A few years ago, I was sitting in a mostly empty classroom before our statistics class chatting with one of my classmates (and a Mets fan to boot!) about a metric that he was thinking about using to select which stocks he should use for his personal stock option investing. After listening to him describe the idea, I realized that he was talking about "dollar vols". Previous to grad school, I had traded stock and commodity options for about four years and I had heard of this idea before and even messed around it early in my career. Basically, it's a cute theoretical idea that has been around for a while although it doesn't really work. I explained how it looked great on paper but got derailed by real world concerns and concluded my argument with, "It's fun to look at, but it's a bad metric. It doesn't tell you anything." Meanwhile, my statistics professor, who had entered the hall while we were chatting, sharply corrected me by saying, "There are no bad metrics, just bad statisticians. The metric might not tell you what you thought it might, but if you calculated it properly, there is always value to that information. You just haven't found out what that value is yet."
And so we come to the RBI, the most misunderstood of all statistics currently appearing on most Jeff Francouer-approved scoreboards. In general, the shortcomings of the RBI as a talent evaluator have been well-documented here and we cling on to it only because it describes an event that we all understand. As much as advanced statistics have enhanced my enjoyment of baseball, I think I'd swallow my Big League Chew in disgust if I heard Gary Cohen say, "Ike Davis slightly improved his wOBA in the second inning with his double into the right-center gap. The fact that David Wright was standing on 1st base with two out and happened to score on the play was a complete coincidence and does not speak to Ike's credit." I just want to know Wright got on with two out and Ike punched him in with an RBI double because that's a huge play! I don't really care about the play's effect on talent discovery.. that's what post-game recaps on the internet are for.

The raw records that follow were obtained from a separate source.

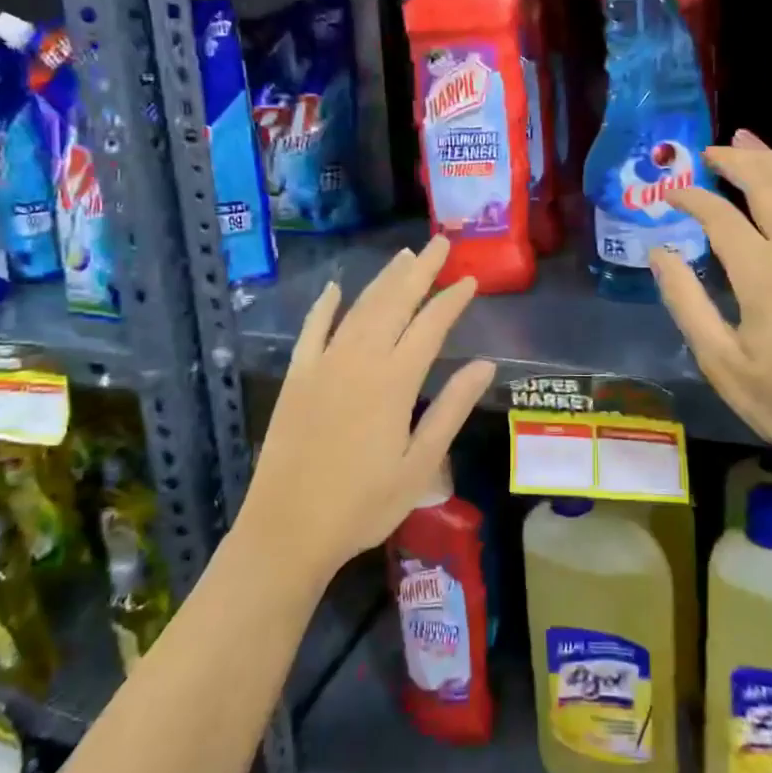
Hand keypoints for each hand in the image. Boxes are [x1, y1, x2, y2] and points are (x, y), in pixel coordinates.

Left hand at [237, 237, 495, 587]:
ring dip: (383, 280)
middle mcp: (359, 360)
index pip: (431, 326)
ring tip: (404, 256)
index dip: (452, 300)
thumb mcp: (420, 464)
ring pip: (359, 309)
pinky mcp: (297, 377)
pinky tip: (334, 288)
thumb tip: (485, 365)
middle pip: (394, 303)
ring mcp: (323, 365)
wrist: (287, 529)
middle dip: (420, 271)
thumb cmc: (363, 505)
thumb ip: (451, 408)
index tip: (470, 279)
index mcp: (394, 381)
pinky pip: (312, 330)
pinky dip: (324, 306)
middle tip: (440, 243)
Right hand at [650, 131, 771, 484]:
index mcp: (765, 272)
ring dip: (770, 164)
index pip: (720, 215)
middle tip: (710, 150)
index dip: (692, 198)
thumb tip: (660, 254)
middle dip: (736, 160)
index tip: (670, 194)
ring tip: (746, 145)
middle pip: (768, 183)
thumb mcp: (721, 361)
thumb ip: (686, 301)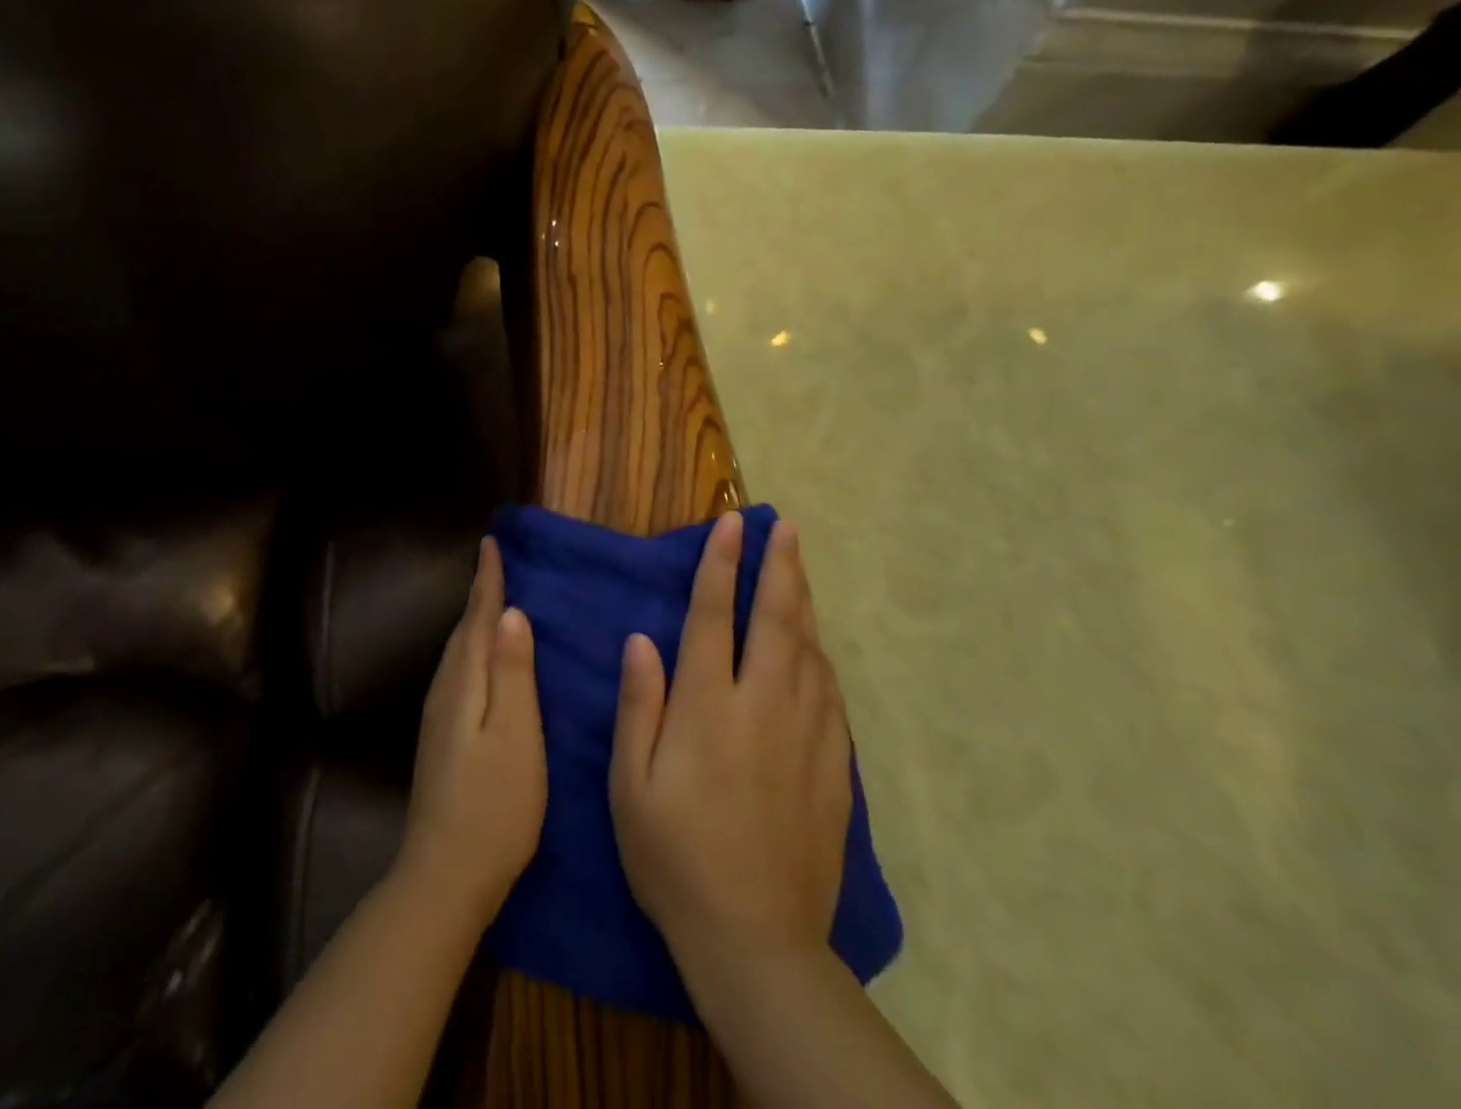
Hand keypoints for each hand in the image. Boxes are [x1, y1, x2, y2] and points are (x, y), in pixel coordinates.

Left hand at [398, 537, 547, 923]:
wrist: (445, 874)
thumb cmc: (494, 805)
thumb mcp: (516, 735)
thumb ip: (513, 673)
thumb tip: (511, 614)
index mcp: (464, 683)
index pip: (477, 619)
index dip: (487, 582)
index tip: (491, 544)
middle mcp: (445, 691)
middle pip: (462, 631)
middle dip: (478, 595)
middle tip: (496, 564)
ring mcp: (438, 717)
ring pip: (457, 653)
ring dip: (473, 623)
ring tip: (493, 602)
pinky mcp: (441, 738)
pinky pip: (458, 674)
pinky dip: (472, 652)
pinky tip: (484, 662)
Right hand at [608, 513, 852, 969]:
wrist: (755, 939)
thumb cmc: (674, 856)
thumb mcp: (630, 784)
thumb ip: (639, 704)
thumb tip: (641, 639)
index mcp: (707, 707)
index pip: (714, 617)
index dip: (721, 566)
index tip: (730, 524)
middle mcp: (761, 706)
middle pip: (775, 620)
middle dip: (779, 567)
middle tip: (784, 527)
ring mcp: (805, 734)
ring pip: (809, 649)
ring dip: (803, 601)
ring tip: (800, 566)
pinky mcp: (832, 765)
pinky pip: (830, 692)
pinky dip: (821, 655)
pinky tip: (817, 645)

So just as I was ready to write the RBI off as merely a descriptive statistic instead of one that could be used to evaluate talent, I thought of a new cousin statistic to the RBI that could keep it's dorky friend popular with the cool kids much like Brendan Fraser did for Sean Astin in Encino Man. We are the cool kids in this analogy and Brendan Fraser will take the form of Sean Astin's new friend, the xRBI.
The idea is pretty simple. Consider the run expectancy tables that Tom Tango among many others have derived: http://www.tangotiger.net/RE9902.html This table shows the expectancy of the number of runs an average team would score against average pitching in an inning given the number of outs and number and position of base runners. All we would need is a variation on this table that instead showed the RBI expectancy for an average hitter given the situation and create a counting statistic called the xRBI... the number of RBI's the league average hitter would be expected to get facing league average pitching (I'm assuming that league and park adjustments anything else hedging the run environment could also get factored in there if you like). So let's say that Ike Davis sees four AB's in a game with the four following run expectancies:
Runner on first, two out: .10
Bases empty, one out: .06
Runner on second, none out: .33
Runners on first and third, two out: .41
Ike would thus accumulate 0.90 xRBI. Assuming that the went 1-for-4 and only run he knocked in was with that double in his first at-bat, Ike would accumulate that one RBI. We could then measure the difference between the two (RBI - xRBI) to establish who the run producers are. Here, Ike would fall 0.10 to the positive since the fairly unlikely RBI in his first at-bat and his flubbing of the third and fourth at-bat's wash out to a meh performance for the day. The higher the difference, the better the ability to produce runs.
I tried to work in consideration of run environment and comparison against the league average, which seem to be desirable. Of course, this all contends on the production of a reliable RBI expectancy table, but given the existence of the run expectancy table and the tons of other things for which we have linear or matrix weights, it seems pretty doable. Any thoughts?